La Centrale Operativa ha attivato immediatamente una risposta: i Carabinieri del 10° Reggimento “Campania” hanno raggiunto la zona in un battibaleno, pronti a contrastare i reati ambientali che affliggono da anni queste terre avvelenate. All’arrivo, le scene erano da brividi: un 23enne, sorpreso con in mano un accendigas, si è visto bloccato in flagranza mentre infiammava carcasse di auto e rifiuti tossici.

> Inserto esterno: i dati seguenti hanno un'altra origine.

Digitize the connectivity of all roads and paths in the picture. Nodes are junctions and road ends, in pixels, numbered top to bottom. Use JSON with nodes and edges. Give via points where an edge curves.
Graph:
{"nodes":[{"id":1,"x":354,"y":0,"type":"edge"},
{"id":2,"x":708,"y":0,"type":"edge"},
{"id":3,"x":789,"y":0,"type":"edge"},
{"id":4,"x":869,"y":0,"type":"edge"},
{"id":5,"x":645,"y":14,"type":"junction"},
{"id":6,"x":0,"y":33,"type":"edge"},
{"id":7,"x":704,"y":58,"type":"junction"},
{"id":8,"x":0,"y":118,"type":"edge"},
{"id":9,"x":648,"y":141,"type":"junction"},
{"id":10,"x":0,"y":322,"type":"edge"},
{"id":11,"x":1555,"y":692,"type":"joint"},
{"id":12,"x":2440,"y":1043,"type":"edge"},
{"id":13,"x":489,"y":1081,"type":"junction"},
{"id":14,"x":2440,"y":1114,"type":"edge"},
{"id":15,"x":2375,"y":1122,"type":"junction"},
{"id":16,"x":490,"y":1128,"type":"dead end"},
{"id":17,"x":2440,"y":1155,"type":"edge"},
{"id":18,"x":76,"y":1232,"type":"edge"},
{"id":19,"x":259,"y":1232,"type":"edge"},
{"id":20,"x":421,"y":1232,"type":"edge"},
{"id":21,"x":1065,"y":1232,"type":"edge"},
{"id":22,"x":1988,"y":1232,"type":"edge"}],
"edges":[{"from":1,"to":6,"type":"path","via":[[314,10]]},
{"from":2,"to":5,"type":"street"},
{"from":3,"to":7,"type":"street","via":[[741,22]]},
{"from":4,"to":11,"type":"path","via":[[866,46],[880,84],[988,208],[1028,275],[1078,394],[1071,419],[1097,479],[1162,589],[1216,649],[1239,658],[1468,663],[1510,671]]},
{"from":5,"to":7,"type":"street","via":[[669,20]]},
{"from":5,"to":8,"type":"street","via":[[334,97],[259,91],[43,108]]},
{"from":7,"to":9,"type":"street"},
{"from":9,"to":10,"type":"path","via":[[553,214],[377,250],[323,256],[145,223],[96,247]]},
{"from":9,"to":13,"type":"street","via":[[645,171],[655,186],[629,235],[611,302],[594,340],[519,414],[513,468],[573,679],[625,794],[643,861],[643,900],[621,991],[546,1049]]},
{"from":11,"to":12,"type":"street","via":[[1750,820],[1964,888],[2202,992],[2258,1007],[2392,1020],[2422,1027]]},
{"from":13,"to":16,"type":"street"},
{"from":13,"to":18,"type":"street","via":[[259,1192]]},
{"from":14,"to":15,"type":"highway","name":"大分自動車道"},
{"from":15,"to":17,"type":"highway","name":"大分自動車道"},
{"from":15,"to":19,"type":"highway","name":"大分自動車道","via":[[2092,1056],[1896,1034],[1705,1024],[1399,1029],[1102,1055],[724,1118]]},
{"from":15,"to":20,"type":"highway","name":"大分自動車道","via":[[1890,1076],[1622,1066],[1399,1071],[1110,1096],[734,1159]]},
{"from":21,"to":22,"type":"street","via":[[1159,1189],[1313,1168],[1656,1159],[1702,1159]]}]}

“È stato un intervento tempestivo,” hanno commentato i militari, consapevoli della gravità della situazione. I roghi, infatti, avrebbero potuto diffondersi ulteriormente, aggravando una già critica condizione ambientale. Le fiamme, domate dai vigili del fuoco, lasciavano dietro di sé solo un tanfo nauseabondo di materiali bruciati, un’incresciosa testimonianza dello scempio inflitto a una terra che meriterebbe rispetto.
Il giovane è stato portato in caserma, in attesa delle necessarie formalità e dell’istruttoria giuridica. Questi episodi non sono isolati, ma si inseriscono in una spirale di illegalità che caratterizza la “Terra dei Fuochi.” “Dobbiamo essere sempre vigili,” ha avvertito uno dei carabinieri, guardando verso l’orizzonte in cui svaniva il fumo.
Mentre i cittadini di Giugliano si interrogano sull’ennesimo caso di rogo tossico, rimane aperta la questione: fino a quando questa realtà potrà continuare a persistere? La lotta contro i reati ambientali è solo all’inizio?